▶ **Exercise**: In your reply, write out each entry exactly as given.

▶ **Input**:
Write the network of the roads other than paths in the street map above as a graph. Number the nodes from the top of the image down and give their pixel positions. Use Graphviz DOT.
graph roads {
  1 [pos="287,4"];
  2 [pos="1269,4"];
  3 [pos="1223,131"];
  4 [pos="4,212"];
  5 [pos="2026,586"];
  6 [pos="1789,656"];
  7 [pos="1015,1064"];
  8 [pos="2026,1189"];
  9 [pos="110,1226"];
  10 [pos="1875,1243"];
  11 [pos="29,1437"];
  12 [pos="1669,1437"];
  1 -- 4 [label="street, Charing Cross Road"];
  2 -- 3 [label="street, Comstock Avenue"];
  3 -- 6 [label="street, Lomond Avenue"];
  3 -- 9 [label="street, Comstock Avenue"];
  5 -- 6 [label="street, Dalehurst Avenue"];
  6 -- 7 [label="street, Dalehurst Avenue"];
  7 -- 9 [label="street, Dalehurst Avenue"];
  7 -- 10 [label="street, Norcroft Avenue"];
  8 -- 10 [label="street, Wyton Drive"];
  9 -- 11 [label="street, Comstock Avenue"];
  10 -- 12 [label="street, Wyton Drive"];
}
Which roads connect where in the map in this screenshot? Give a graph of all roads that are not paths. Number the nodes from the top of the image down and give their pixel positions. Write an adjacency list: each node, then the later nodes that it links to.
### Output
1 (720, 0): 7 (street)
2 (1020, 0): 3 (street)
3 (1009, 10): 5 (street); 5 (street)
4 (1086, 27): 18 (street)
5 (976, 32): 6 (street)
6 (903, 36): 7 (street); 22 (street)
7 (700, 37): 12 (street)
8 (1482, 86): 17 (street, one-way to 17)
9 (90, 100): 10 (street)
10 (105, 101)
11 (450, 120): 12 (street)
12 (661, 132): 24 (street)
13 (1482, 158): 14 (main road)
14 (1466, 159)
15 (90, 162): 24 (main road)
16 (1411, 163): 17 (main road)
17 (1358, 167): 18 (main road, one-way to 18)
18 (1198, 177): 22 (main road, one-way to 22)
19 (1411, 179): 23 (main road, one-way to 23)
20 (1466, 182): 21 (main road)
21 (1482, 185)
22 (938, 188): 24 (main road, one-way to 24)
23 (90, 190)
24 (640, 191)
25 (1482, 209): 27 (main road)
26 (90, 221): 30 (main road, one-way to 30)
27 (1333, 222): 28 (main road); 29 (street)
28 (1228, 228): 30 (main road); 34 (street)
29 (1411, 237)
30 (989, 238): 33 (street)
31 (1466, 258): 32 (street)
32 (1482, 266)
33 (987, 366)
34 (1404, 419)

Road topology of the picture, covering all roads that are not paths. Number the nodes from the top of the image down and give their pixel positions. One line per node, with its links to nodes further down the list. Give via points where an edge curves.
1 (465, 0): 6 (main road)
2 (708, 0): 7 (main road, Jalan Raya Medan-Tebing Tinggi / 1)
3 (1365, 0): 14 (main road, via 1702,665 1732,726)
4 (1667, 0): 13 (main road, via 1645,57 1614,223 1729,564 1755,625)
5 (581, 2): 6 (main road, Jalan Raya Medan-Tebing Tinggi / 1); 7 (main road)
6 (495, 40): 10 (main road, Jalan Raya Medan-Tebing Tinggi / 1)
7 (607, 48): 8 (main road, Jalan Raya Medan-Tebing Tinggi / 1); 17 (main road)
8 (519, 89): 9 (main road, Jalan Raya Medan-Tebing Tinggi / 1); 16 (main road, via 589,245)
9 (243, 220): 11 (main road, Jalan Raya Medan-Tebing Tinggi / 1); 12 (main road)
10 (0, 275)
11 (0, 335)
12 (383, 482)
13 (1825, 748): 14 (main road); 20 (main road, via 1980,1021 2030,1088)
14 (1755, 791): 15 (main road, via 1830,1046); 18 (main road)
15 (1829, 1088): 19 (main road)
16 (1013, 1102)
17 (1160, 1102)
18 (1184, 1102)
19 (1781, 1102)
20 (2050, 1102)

▶ **Finished task**:
Write the network of the roads other than paths in the street map above as a graph. Number the nodes from the top of the image down and give their pixel positions. Use Graphviz DOT.
graph roads {
  1 [pos="287,4"];
  2 [pos="1269,4"];
  3 [pos="1223,131"];
  4 [pos="4,212"];
  5 [pos="2026,586"];
  6 [pos="1789,656"];
  7 [pos="1015,1064"];
  8 [pos="2026,1189"];
  9 [pos="110,1226"];
  10 [pos="1875,1243"];
  11 [pos="29,1437"];
  12 [pos="1669,1437"];
  1 -- 4 [label="street, Charing Cross Road"];
  2 -- 3 [label="street, Comstock Avenue"];
  3 -- 6 [label="street, Lomond Avenue"];
  3 -- 9 [label="street, Comstock Avenue"];
  5 -- 6 [label="street, Dalehurst Avenue"];
  6 -- 7 [label="street, Dalehurst Avenue"];
  7 -- 9 [label="street, Dalehurst Avenue"];
  7 -- 10 [label="street, Norcroft Avenue"];
  8 -- 10 [label="street, Wyton Drive"];
  9 -- 11 [label="street, Comstock Avenue"];
  10 -- 12 [label="street, Wyton Drive"];
}
Which roads connect where in the map in this screenshot? Give a graph of all roads that are not paths. Number the nodes from the top of the image down and give their pixel positions. Write an adjacency list: each node, then the later nodes that it links to.
### Output
1 (720, 0): 7 (street)
2 (1020, 0): 3 (street)
3 (1009, 10): 5 (street); 5 (street)
4 (1086, 27): 18 (street)
5 (976, 32): 6 (street)
6 (903, 36): 7 (street); 22 (street)
7 (700, 37): 12 (street)
8 (1482, 86): 17 (street, one-way to 17)
9 (90, 100): 10 (street)
10 (105, 101)
11 (450, 120): 12 (street)
12 (661, 132): 24 (street)
13 (1482, 158): 14 (main road)
14 (1466, 159)
15 (90, 162): 24 (main road)
16 (1411, 163): 17 (main road)
17 (1358, 167): 18 (main road, one-way to 18)
18 (1198, 177): 22 (main road, one-way to 22)
19 (1411, 179): 23 (main road, one-way to 23)
20 (1466, 182): 21 (main road)
21 (1482, 185)
22 (938, 188): 24 (main road, one-way to 24)
23 (90, 190)
24 (640, 191)
25 (1482, 209): 27 (main road)
26 (90, 221): 30 (main road, one-way to 30)
27 (1333, 222): 28 (main road); 29 (street)
28 (1228, 228): 30 (main road); 34 (street)
29 (1411, 237)
30 (989, 238): 33 (street)
31 (1466, 258): 32 (street)
32 (1482, 266)
33 (987, 366)
34 (1404, 419)

Road topology of the picture, covering all roads that are not paths. Number the nodes from the top of the image down and give their pixel positions. One line per node, with its links to nodes further down the list. Give via points where an edge curves.
1 (465, 0): 6 (main road)
2 (708, 0): 7 (main road, Jalan Raya Medan-Tebing Tinggi / 1)
3 (1365, 0): 14 (main road, via 1702,665 1732,726)
4 (1667, 0): 13 (main road, via 1645,57 1614,223 1729,564 1755,625)
5 (581, 2): 6 (main road, Jalan Raya Medan-Tebing Tinggi / 1); 7 (main road)
6 (495, 40): 10 (main road, Jalan Raya Medan-Tebing Tinggi / 1)
7 (607, 48): 8 (main road, Jalan Raya Medan-Tebing Tinggi / 1); 17 (main road)
8 (519, 89): 9 (main road, Jalan Raya Medan-Tebing Tinggi / 1); 16 (main road, via 589,245)
9 (243, 220): 11 (main road, Jalan Raya Medan-Tebing Tinggi / 1); 12 (main road)
10 (0, 275)
11 (0, 335)
12 (383, 482)
13 (1825, 748): 14 (main road); 20 (main road, via 1980,1021 2030,1088)
14 (1755, 791): 15 (main road, via 1830,1046); 18 (main road)
15 (1829, 1088): 19 (main road)
16 (1013, 1102)
17 (1160, 1102)
18 (1184, 1102)
19 (1781, 1102)
20 (2050, 1102)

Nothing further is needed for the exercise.